Da der Stromer mit einer festen Übersetzung fährt, entfällt auch das Schalten; mit einem kleinen Knubbel auf dem Mitteltunnel wechselt man zwischen Vorwärts- und Rückwärts-Modus. Neben dem normalen Fahrbetrieb gibt es noch einen Eco-Modus, der unter anderem mit einer anderen Gaspedalkennlinie dem Fahrer das Spritsparen oder Reichweitevergrößern erleichtern soll.
Bremsen durch Rekuperation
Zusätzliche Kilometer sammelt man übrigens auch durch die Bremsenergierückgewinnung; tritt man aufs linke Pedal, verzögert der Leaf zunächst durch Rekuperation, der E-Motor arbeitet also wie ein Dynamo. Erst wenn die dadurch entstehende Bremskraft nicht ausreicht, greifen die mechanischen Stopper ein. Der Übergang ist fließend und kaum spürbar, allerdings muss man sich anfangs ein wenig an die recht starke Verzögerung gewöhnen.
Das grüne Gewissen wird übrigens auch von den sich im oberen Bereich des zweigeteilten Armaturenbretts – bei ökonomischer Fahrweise – peu à peu aufbauenden Bäumchen unterstützt; die Anzeige ist simpel und lässt den Fahrer durchaus ehrgeizig werden, noch eine Tanne zu erreichen.

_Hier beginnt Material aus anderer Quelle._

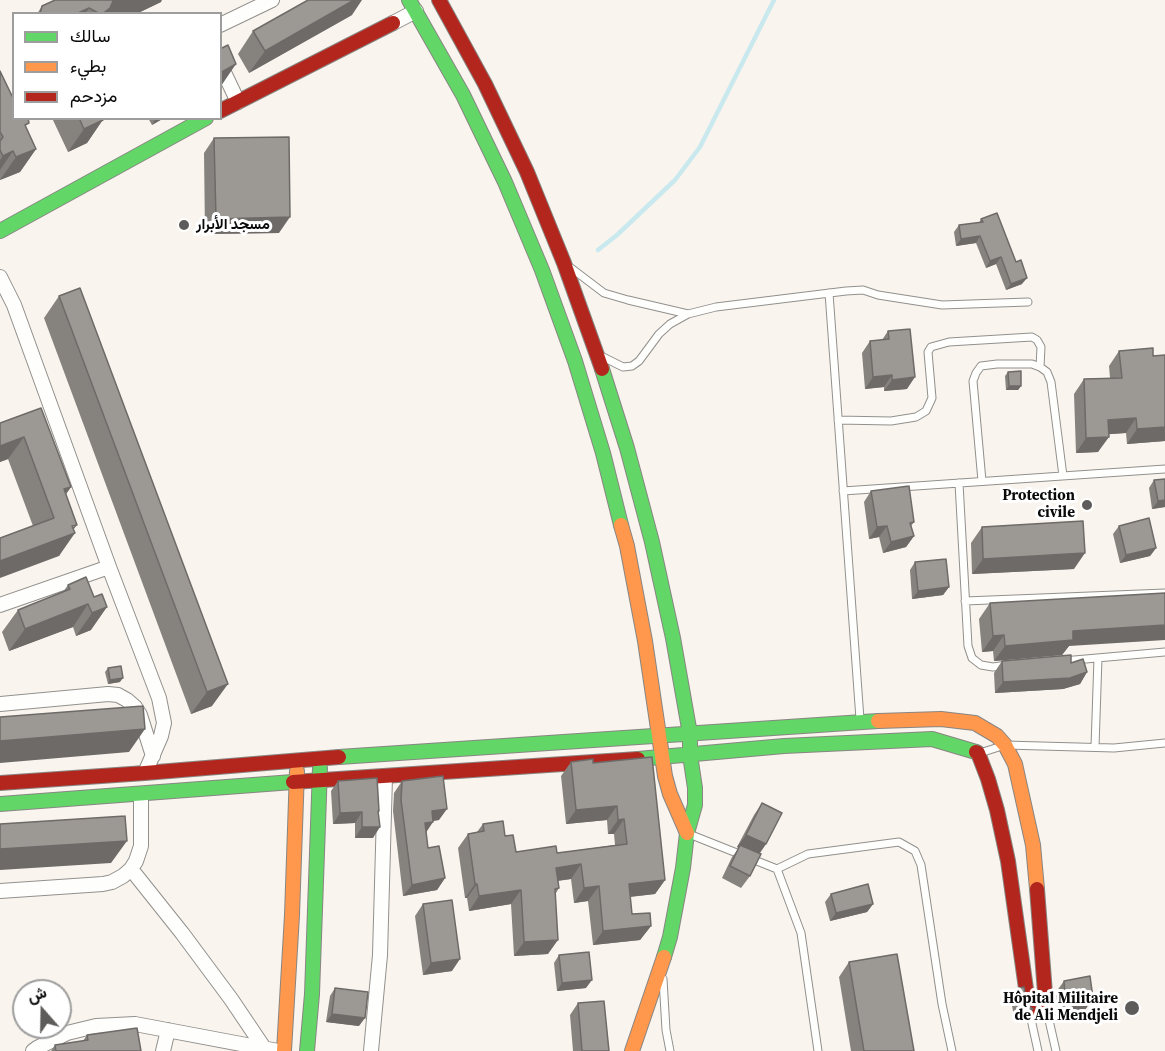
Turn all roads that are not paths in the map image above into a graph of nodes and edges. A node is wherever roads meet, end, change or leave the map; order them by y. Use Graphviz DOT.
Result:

Auf dem großen Touchscreen in der Mittelkonsole lassen sich außerdem noch weitere, teils unübersichtliche und verwirrrende Verbrauchsstatistiken anzeigen. Praktisch ist dagegen die Aktionsradiusanzeige im serienmäßigen Navigationssystem: Per Tastendruck am Lenkrad sieht der Fahrer auf der Landkarte, wohin er mit der aktuellen Batterieladung noch kommt. Außerdem informiert das System darüber, wo die nächste Ladestation ist und ob sie frei ist. So langsam kommen sie auf den Markt, die Elektroautos. Der Smart electric drive und die Mitsubishi-iMiEV-Brüder sind im Kleinwagen-Segment unterwegs, der Renault Fluence Z.E. in der Mittelklasse. Nissan besetzt mit dem Leaf nun als erster Hersteller das Kompaktsegment und bietet ein gelungenes Rundumpaket.
Der Japaner kommt komplett ausgestattet, bietet klassenüblichen Komfort und Platz und ist mit gut 100 Kilometern Reichweite in der Praxis für die meisten Einsätze gerüstet. Zudem kann der Leaf gleich auf drei Arten aufgeladen werden, unter anderem an Gleichstrom-Ladestationen in gut einer halben Stunde. Und verglichen mit anderen Stromern ist auch der Preis von knapp 37.000 Euro ein gutes Angebot, zumal beim Leaf die Akkus nicht geleast werden müssen, sondern im Kaufpreis enthalten sind.